The paper addresses an important practical problem of target distribution imbalance in molecular property prediction, which is relevant for real-world applications in drug discovery.
1. The paper's innovation is limited as it essentially applies existing Mixture of Experts (MoE) architecture to molecular property prediction. The authors fail to provide theoretical analysis or proof of why this specific expert routing approach is superior to alternatives. There is no theoretical guarantee about expert specialization or load balancing.

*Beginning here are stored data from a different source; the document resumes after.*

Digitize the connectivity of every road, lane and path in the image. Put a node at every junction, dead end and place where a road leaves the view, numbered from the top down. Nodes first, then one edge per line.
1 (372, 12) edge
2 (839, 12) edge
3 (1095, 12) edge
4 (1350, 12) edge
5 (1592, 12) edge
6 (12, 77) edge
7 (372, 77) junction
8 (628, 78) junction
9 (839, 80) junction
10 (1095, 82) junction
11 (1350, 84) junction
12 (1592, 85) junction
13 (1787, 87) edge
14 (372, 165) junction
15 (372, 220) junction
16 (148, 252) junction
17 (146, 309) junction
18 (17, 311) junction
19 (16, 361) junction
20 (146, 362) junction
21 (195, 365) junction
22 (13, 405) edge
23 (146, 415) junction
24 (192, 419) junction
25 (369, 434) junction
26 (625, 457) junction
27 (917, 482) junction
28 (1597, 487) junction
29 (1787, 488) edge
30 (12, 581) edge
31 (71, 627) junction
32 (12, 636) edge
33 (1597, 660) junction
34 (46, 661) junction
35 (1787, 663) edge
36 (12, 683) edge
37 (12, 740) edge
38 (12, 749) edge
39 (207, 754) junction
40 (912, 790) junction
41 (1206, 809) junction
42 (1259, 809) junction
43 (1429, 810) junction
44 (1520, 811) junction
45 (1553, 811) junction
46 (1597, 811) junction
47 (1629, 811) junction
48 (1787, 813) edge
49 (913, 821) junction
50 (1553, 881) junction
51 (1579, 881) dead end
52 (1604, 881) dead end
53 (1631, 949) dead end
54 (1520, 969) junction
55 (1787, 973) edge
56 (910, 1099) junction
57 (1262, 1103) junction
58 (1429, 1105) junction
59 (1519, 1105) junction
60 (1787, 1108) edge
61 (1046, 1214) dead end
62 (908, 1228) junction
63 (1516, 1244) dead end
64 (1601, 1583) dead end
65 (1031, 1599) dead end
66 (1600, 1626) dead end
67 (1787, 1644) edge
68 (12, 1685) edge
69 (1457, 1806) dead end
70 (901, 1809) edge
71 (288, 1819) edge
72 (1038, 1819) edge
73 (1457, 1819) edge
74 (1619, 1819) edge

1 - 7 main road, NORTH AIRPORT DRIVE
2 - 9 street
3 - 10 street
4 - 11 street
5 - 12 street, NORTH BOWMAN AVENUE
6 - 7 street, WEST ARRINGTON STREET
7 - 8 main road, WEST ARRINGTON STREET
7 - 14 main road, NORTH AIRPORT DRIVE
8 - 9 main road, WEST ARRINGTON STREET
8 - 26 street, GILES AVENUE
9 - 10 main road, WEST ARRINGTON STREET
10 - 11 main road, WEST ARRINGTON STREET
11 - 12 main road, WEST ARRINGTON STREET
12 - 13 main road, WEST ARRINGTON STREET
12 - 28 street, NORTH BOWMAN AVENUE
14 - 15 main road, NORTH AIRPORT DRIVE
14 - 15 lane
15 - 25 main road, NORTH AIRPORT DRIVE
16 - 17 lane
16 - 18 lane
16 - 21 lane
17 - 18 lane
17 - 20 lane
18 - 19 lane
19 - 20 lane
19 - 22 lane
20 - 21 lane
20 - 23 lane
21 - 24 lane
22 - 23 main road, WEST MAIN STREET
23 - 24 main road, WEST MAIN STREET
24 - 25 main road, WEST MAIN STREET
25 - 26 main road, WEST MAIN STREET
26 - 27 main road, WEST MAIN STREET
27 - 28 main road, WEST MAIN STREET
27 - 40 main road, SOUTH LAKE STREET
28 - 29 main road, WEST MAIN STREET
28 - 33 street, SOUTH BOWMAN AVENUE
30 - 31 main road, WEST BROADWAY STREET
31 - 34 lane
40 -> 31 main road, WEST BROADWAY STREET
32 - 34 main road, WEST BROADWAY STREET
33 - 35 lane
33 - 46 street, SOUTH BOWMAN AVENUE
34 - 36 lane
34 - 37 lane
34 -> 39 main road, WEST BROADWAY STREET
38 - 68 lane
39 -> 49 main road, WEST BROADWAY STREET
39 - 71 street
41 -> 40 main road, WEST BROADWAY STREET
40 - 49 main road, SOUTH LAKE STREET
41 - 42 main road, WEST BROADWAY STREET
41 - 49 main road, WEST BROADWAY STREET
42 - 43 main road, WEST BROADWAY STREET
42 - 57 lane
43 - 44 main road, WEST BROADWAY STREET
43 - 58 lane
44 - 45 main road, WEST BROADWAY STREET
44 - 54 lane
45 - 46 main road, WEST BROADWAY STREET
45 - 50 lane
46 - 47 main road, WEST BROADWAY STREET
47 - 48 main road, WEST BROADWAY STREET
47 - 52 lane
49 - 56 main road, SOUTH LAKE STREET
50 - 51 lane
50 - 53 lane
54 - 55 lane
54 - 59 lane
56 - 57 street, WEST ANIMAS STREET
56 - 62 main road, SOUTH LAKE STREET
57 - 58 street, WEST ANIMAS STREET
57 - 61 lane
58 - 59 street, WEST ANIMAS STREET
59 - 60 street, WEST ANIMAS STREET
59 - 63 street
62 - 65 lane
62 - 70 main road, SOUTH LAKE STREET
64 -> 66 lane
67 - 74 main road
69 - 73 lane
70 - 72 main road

2. The paper claims that 6-16 experts perform well, but it remains unclear what each expert's responsibility is and what they actually learn. Critical questions are left unanswered:
- Why is k=2 chosen for top-k routing?
- Most importantly, I am curious about expert selection for each molecule: Are all expert scores similar? Do the same experts get selected repeatedly? It seems highly possible that the same experts got selected, is there any strategy to handle such cases?
- The authors should provide detailed analysis of expert utilization patterns and routing behavior, but this analysis is missing.
3. The dataset evaluation is insufficient:
- Limited TDC coverage: TDC has many regression tasks available, yet the authors only select 4 datasets without proper justification.
- Missing standard benchmarks: The paper fails to evaluate on important MoleculeNet benchmarks including ESOL, FreeSolv, and Lipophilicity, which are widely used in the community.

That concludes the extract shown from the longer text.